La historia de la última comunidad Ese Ejja en tomar contacto con el mundo globalizado y su lucha por acceder a un territorio donde preservar su forma de vida fue seleccionada como finalista del Premio Franz Tamayo, uno de los reconocimientos al periodismo de investigación que se realiza en Bolivia.
La investigación, liderada por la periodista Nelfi Fernández y realizada en alianza con el Pulitzer Center, Asuntos Centrales, Mongabay Latam y RAI Bolivia, documentó cómo la falta de territorio, el hacinamiento, la pobreza extrema y la contaminación por mercurio han puesto al pueblo Ese Ejja de Eyiyoquibo en una situación de extrema vulnerabilidad y riesgo de desaparición.
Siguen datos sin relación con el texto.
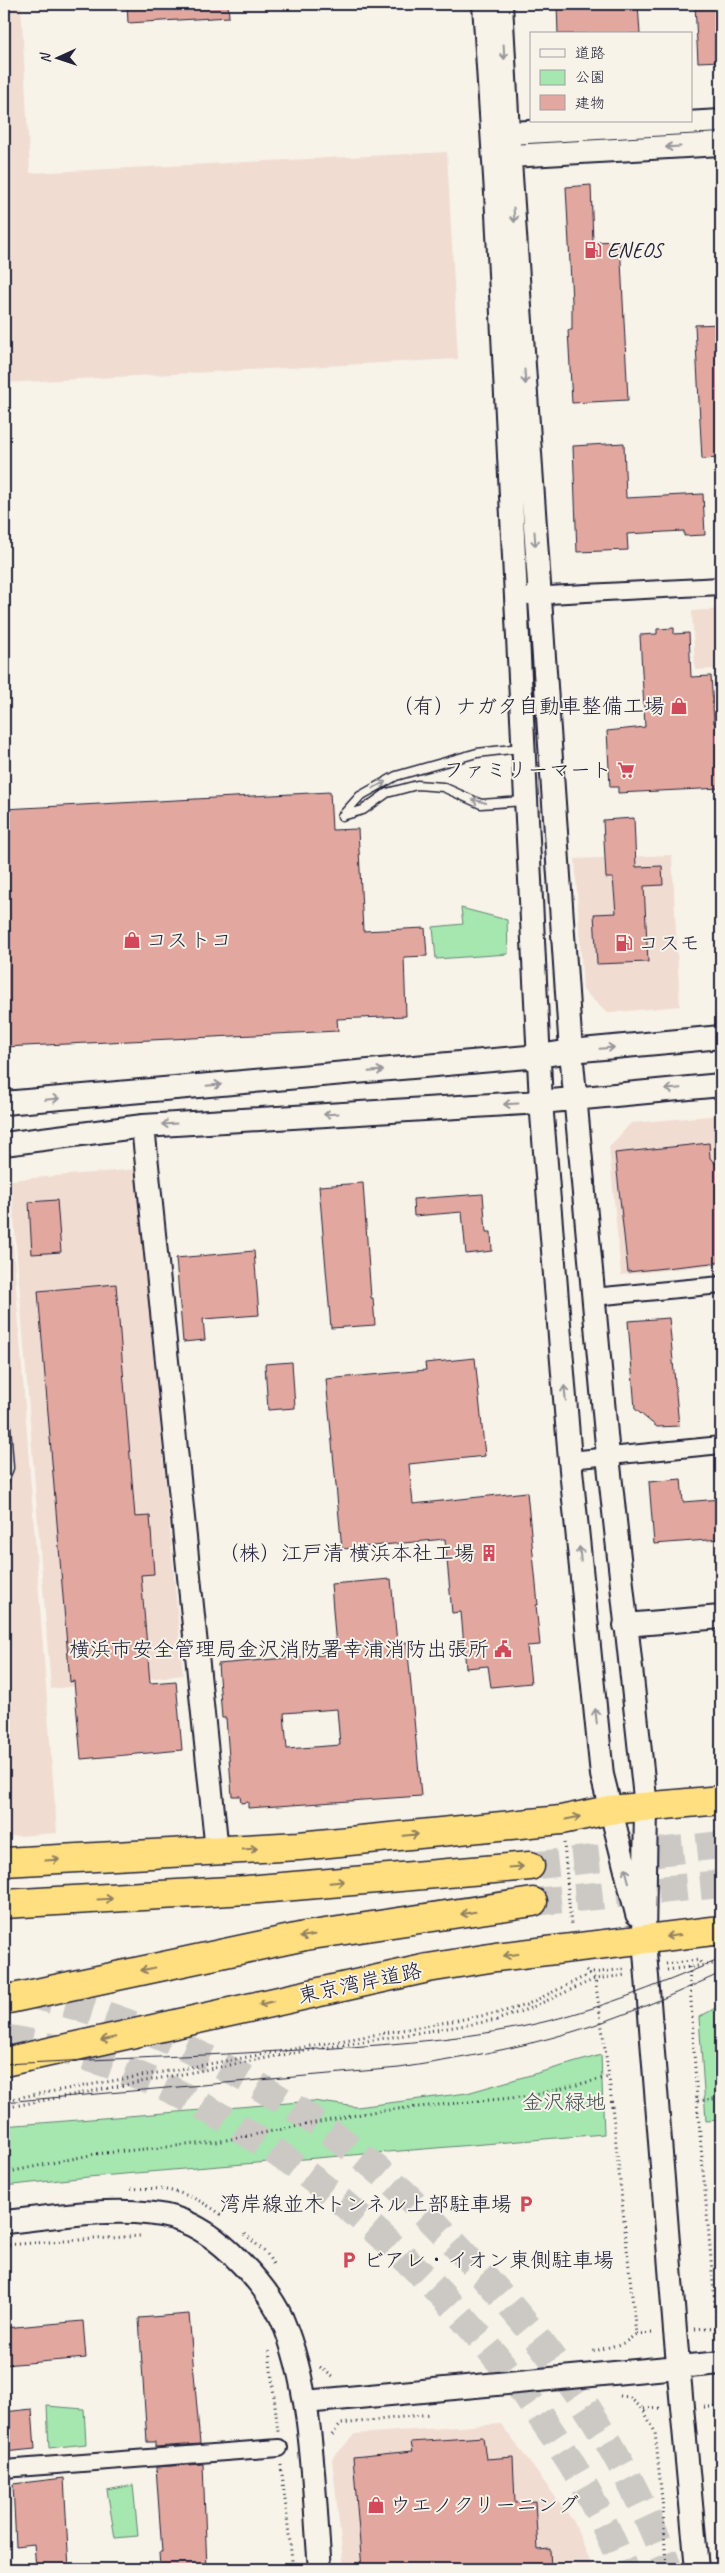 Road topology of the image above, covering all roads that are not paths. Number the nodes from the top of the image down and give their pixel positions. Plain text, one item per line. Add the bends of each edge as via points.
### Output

“Confinados y sin territorio: el Estado boliviano empuja al pueblo indígena Ese Ejja de Eyiyoquibo al etnocidio” reconstruye las dos décadas de lucha de esta comunidad para que el Estado boliviano garantice su derecho a un territorio donde pueda desarrollar su vida y preservar su cultura.
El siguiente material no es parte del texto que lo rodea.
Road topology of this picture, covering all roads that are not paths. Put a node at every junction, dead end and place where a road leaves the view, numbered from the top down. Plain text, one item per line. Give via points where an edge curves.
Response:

En ese tiempo, Eyiyoquibo quedó reducida a un pequeño espacio de ocho hectáreas a orillas del río Beni. Allí viven 358 personas, entre ellas 140 niños menores de 11 años, en condiciones de hacinamiento y con un acceso limitado a los recursos naturales que históricamente sostuvieron a este pueblo.

La investigación también encontró una contradicción en la actuación estatal. Mientras la demanda territorial de los ese ejjas permaneció paralizada durante años en el Instituto Nacional de Reforma Agraria (INRA), entre 2013 y 2018 esta institución otorgó al menos 42 resoluciones de asentamiento para comunidades campesinas e interculturales en la región, sobre una superficie de 81.048 hectáreas.
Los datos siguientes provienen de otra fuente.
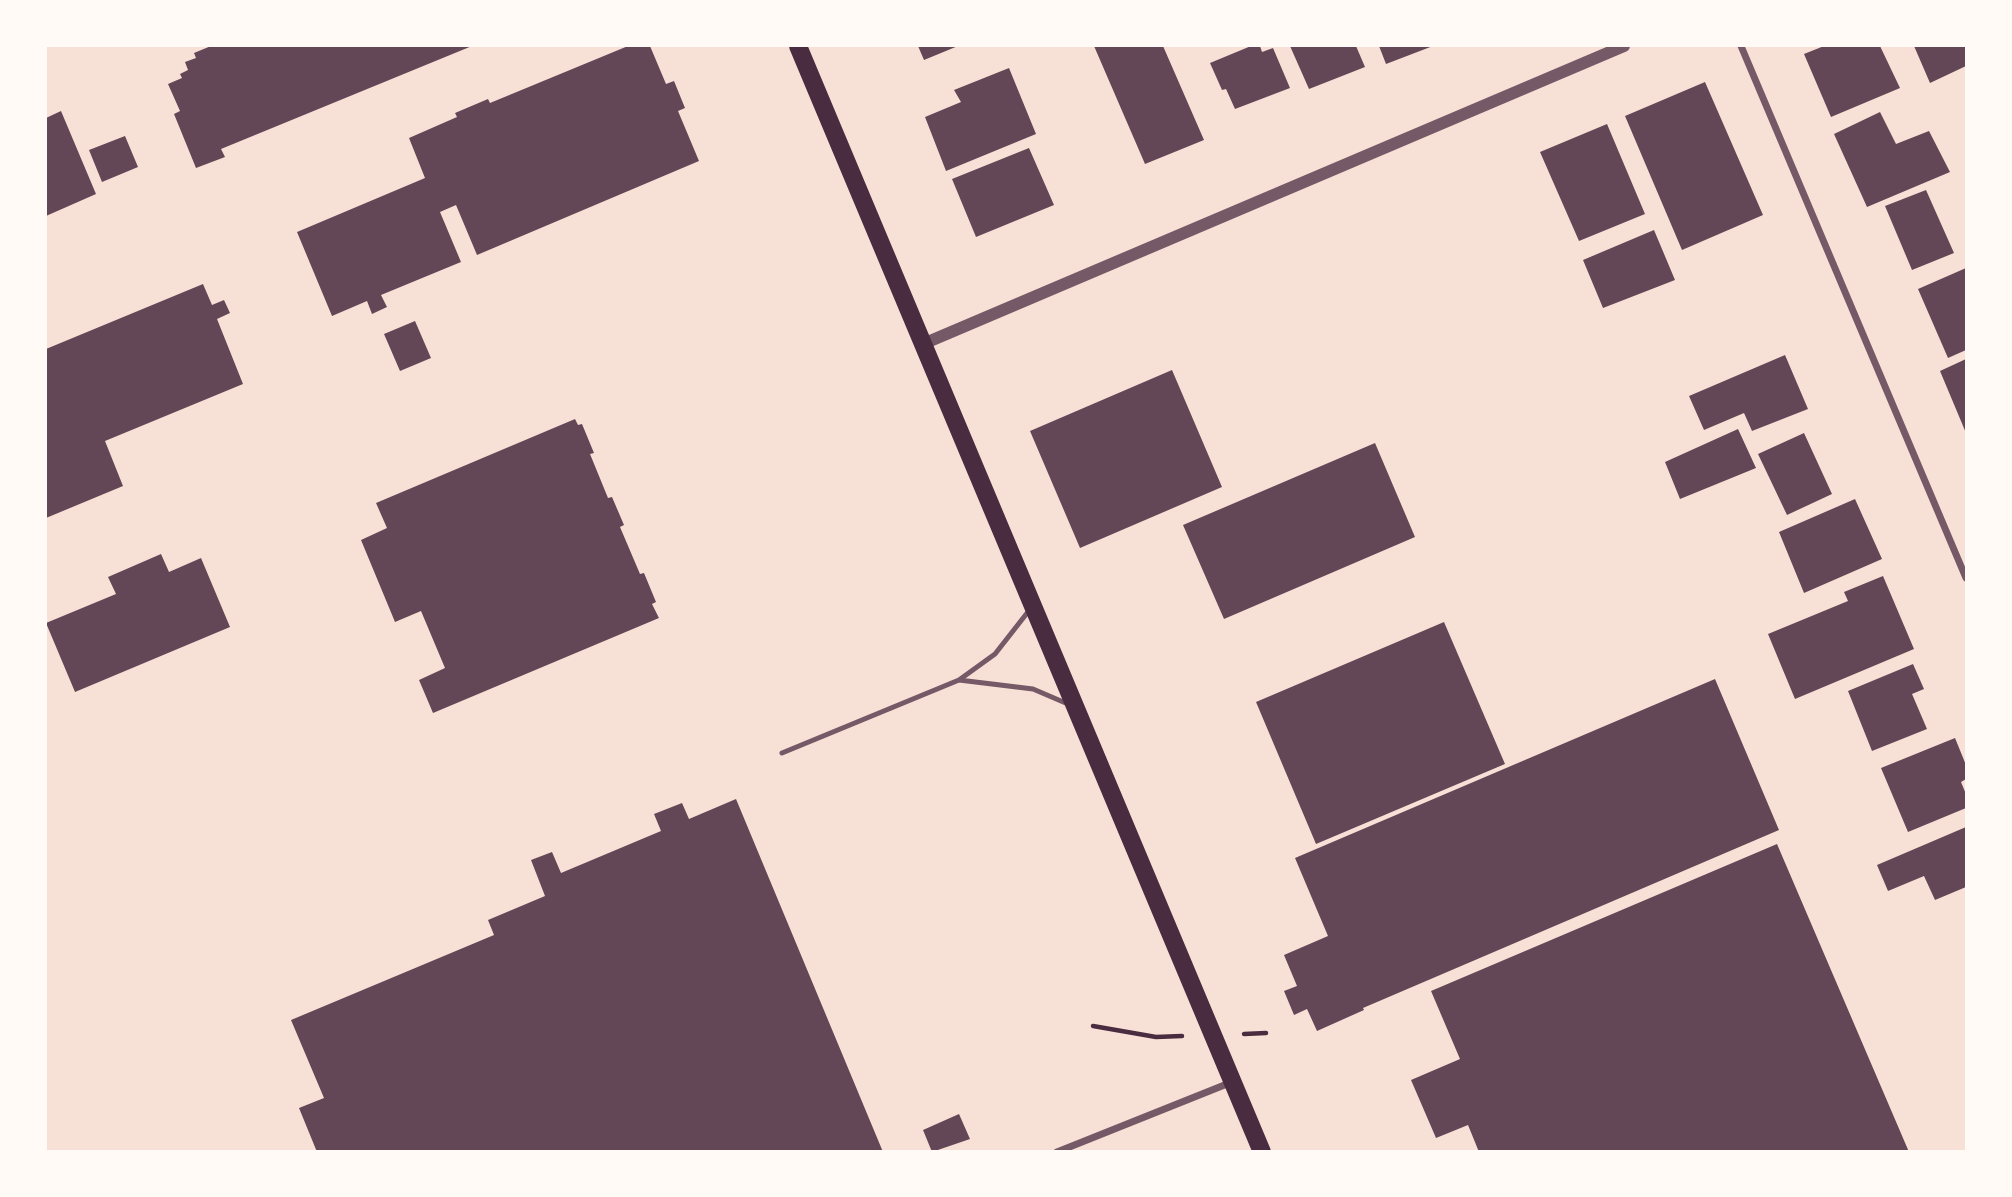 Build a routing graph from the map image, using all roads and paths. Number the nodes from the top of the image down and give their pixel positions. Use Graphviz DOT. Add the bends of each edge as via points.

Cuando el INRA finalmente atendió la demanda de los ese ejjas, autorizó su asentamiento en dos predios alejados de los ríos donde históricamente desarrollaron su vida y cultura. Uno de ellos, además, se encuentra ocupado por terceros que reclaman la propiedad de las tierras, pese a no contar con documentos que acrediten su derecho.
Ante el riesgo de enfrentamiento, los ese ejjas decidieron no ingresar a las tierras en disputa. “No queremos conflictos, no queremos enfrentarnos con nuestros hermanos campesinos”, dijo Wilson Tórrez, dirigente de Eyiyoquibo.

Después de un cuarto de siglo, la demanda de la comunidad continúa siendo la misma: un territorio cerca del río.
Esta investigación periodística adquiere especial relevancia en un contexto en el que otra comunidad Ese Ejja denunció recientemente la muerte de más de una decena de sus miembros, que atribuye al consumo de aguas contaminadas con mercurio. La denuncia vuelve a poner en evidencia uno de los problemas que el reportaje finalista del premio Franz Tamayo ya había documentado, que la contaminación de los ríos amazónicos amenaza no solo la salud de este pueblo indígena, sino también sus medios de vida y su continuidad cultural.